Exercise instructions:
What is needed here is an exact copy of every record below.

-------- Given data

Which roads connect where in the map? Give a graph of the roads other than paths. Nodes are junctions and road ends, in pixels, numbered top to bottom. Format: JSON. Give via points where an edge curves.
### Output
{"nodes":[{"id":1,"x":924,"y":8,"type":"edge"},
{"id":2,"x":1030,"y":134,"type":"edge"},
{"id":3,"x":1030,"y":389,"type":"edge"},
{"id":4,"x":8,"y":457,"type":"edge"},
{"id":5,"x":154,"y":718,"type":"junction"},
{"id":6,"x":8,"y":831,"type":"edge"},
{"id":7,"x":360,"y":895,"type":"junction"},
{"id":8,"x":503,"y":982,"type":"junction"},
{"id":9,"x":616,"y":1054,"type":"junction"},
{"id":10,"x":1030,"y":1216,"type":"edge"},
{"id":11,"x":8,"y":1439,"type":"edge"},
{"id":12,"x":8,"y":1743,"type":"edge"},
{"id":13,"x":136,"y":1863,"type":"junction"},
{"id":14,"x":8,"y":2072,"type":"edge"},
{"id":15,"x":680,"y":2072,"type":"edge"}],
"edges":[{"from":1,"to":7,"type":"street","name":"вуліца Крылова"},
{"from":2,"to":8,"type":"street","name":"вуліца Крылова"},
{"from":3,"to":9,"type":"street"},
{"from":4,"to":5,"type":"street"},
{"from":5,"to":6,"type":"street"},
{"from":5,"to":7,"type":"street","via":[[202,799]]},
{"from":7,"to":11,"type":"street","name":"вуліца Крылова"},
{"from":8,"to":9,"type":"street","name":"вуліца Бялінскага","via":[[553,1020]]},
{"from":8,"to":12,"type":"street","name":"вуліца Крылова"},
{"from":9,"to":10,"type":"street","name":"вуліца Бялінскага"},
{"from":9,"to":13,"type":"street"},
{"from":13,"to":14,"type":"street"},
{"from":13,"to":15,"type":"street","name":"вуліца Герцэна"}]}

----------------

Exercise answer:
Which roads connect where in the map? Give a graph of the roads other than paths. Nodes are junctions and road ends, in pixels, numbered top to bottom. Format: JSON. Give via points where an edge curves.
### Output
{"nodes":[{"id":1,"x":924,"y":8,"type":"edge"},
{"id":2,"x":1030,"y":134,"type":"edge"},
{"id":3,"x":1030,"y":389,"type":"edge"},
{"id":4,"x":8,"y":457,"type":"edge"},
{"id":5,"x":154,"y":718,"type":"junction"},
{"id":6,"x":8,"y":831,"type":"edge"},
{"id":7,"x":360,"y":895,"type":"junction"},
{"id":8,"x":503,"y":982,"type":"junction"},
{"id":9,"x":616,"y":1054,"type":"junction"},
{"id":10,"x":1030,"y":1216,"type":"edge"},
{"id":11,"x":8,"y":1439,"type":"edge"},
{"id":12,"x":8,"y":1743,"type":"edge"},
{"id":13,"x":136,"y":1863,"type":"junction"},
{"id":14,"x":8,"y":2072,"type":"edge"},
{"id":15,"x":680,"y":2072,"type":"edge"}],
"edges":[{"from":1,"to":7,"type":"street","name":"вуліца Крылова"},
{"from":2,"to":8,"type":"street","name":"вуліца Крылова"},
{"from":3,"to":9,"type":"street"},
{"from":4,"to":5,"type":"street"},
{"from":5,"to":6,"type":"street"},
{"from":5,"to":7,"type":"street","via":[[202,799]]},
{"from":7,"to":11,"type":"street","name":"вуліца Крылова"},
{"from":8,"to":9,"type":"street","name":"вуліца Бялінскага","via":[[553,1020]]},
{"from":8,"to":12,"type":"street","name":"вуліца Крылова"},
{"from":9,"to":10,"type":"street","name":"вуліца Бялінскага"},
{"from":9,"to":13,"type":"street"},
{"from":13,"to":14,"type":"street"},
{"from":13,"to":15,"type":"street","name":"вуліца Герцэна"}]}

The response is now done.